• [Aim of the exercise]: Count the lines of the listing below where "RUSHOLME" shows up, and please answer with that number only.

• [The data]:

□ □ □

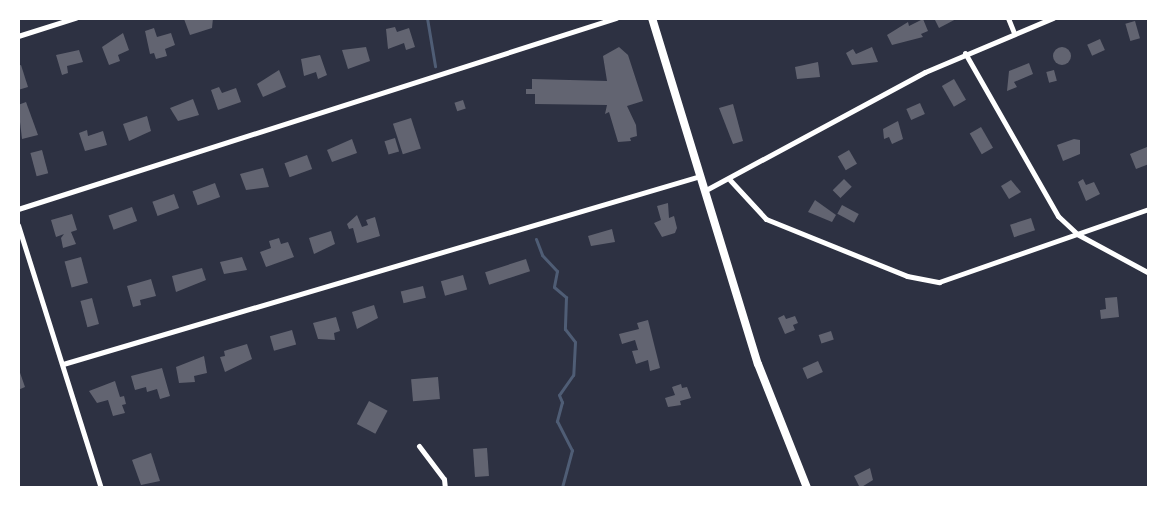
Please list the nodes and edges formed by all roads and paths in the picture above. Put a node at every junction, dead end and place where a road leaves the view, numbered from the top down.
1 (75, 18) edge
2 (616, 18) edge
3 (652, 18) edge
4 (1008, 18) edge
5 (1053, 18) edge
6 (1014, 33) junction
7 (18, 36) edge
8 (965, 53) junction
9 (700, 176) junction
10 (730, 180) junction
11 (705, 191) junction
12 (18, 209) edge
13 (1149, 209) edge
14 (18, 225) edge
15 (1077, 234) junction
16 (1149, 273) edge
17 (63, 364) junction
18 (419, 446) dead end
19 (101, 488) edge
20 (445, 488) edge
21 (807, 488) edge

1 - 7 street
2 - 12 street
3 - 9 main road
4 - 6 street
5 - 6 street
6 - 8 street
8 - 10 street
8 - 15 street
9 - 11 main road
9 - 17 street
10 - 11 street
10 - 15 street
11 - 21 main road
13 - 15 street
14 - 17 street
15 - 16 street
17 - 19 street
18 - 20 street

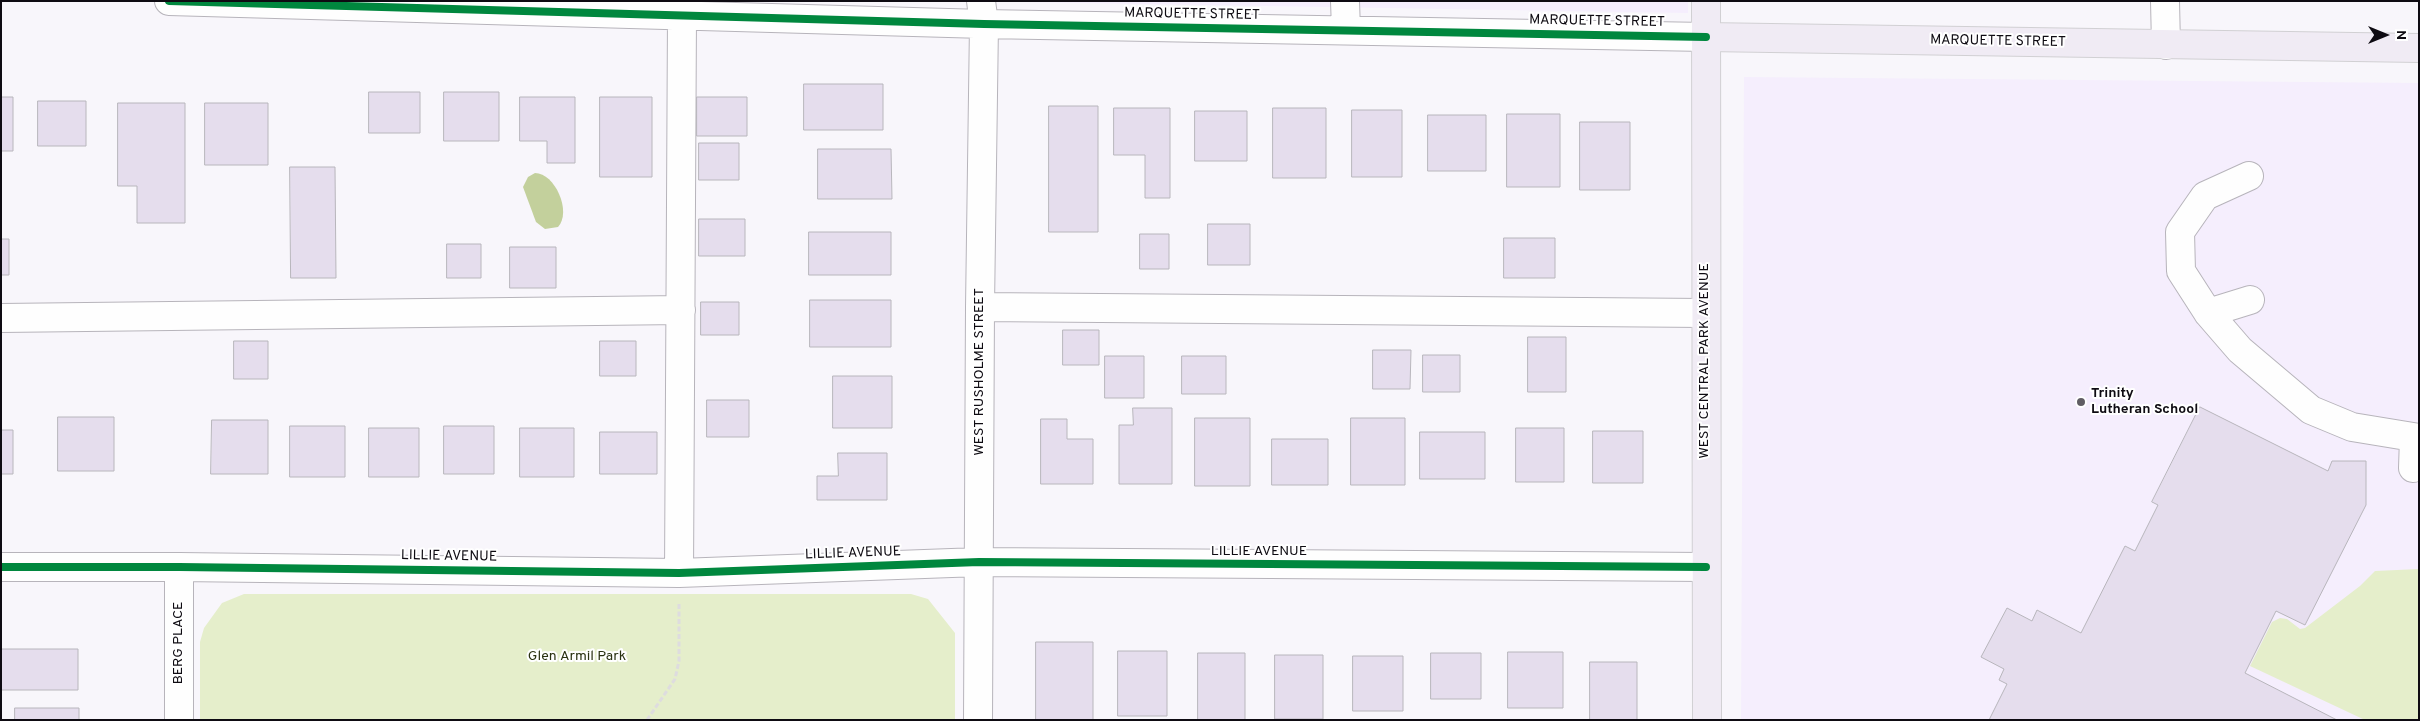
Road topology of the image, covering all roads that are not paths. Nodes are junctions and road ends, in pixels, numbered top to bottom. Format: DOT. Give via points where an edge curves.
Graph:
graph roads {
  1 [pos="168,1"];
  2 [pos="1345,1"];
  3 [pos="1706,1"];
  4 [pos="2165,1"];
  5 [pos="551,6"];
  6 [pos="983,13"];
  7 [pos="682,16"];
  8 [pos="1346,30"];
  9 [pos="1706,37"];
  10 [pos="2166,45"];
  11 [pos="2419,48"];
  12 [pos="2249,176"];
  13 [pos="2250,300"];
  14 [pos="980,307"];
  15 [pos="680,310"];
  16 [pos="1704,313"];
  17 [pos="2208,313"];
  18 [pos="1,318"];
  19 [pos="2416,438"];
  20 [pos="2413,468"];
  21 [pos="979,562"];
  22 [pos="179,566"];
  23 [pos="1,567"];
  24 [pos="1706,567"];
  25 [pos="679,572"];
  26 [pos="179,720"];
  27 [pos="978,720"];
  28 [pos="1707,720"];
  1 -- 5 [label="street, MARQUETTE STREET"];
  2 -- 8 [label="street"];
  3 -- 9 [label="main road, WEST CENTRAL PARK AVENUE"];
  4 -- 10 [label="street"];
  5 -- 7 [label="street, MARQUETTE STREET"];
  6 -- 7 [label="street, MARQUETTE STREET"];
  6 -- 8 [label="street, MARQUETTE STREET"];
  6 -- 14 [label="street, WEST RUSHOLME STREET"];
  7 -- 15 [label="street"];
  8 -- 9 [label="street, MARQUETTE STREET"];
  9 -- 10 [label="main road, MARQUETTE STREET"];
  9 -- 16 [label="main road, WEST CENTRAL PARK AVENUE"];
  10 -- 11 [label="main road, MARQUETTE STREET"];
  12 -- 17 [label="street" via="2205,196 2180,232 2181,271"];
  13 -- 17 [label="street"];
  14 -- 16 [label="street"];
  14 -- 21 [label="street, WEST RUSHOLME STREET"];
  15 -- 18 [label="street"];
  15 -- 25 [label="street"];
  16 -- 24 [label="main road, WEST CENTRAL PARK AVENUE"];
  17 -- 19 [label="street" via="2240,350 2311,410 2352,427"];
  19 -- 20 [label="street"];
  21 -- 24 [label="street, LILLIE AVENUE"];
  21 -- 25 [label="street, LILLIE AVENUE"];
  21 -- 27 [label="street, WEST RUSHOLME STREET"];
  22 -- 23 [label="street, LILLIE AVENUE"];
  22 -- 25 [label="street, LILLIE AVENUE"];
  22 -- 26 [label="street, BERG PLACE"];
  24 -- 28 [label="main road, WEST CENTRAL PARK AVENUE"];
}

□ □ □

• [Answer for this exercise]: 3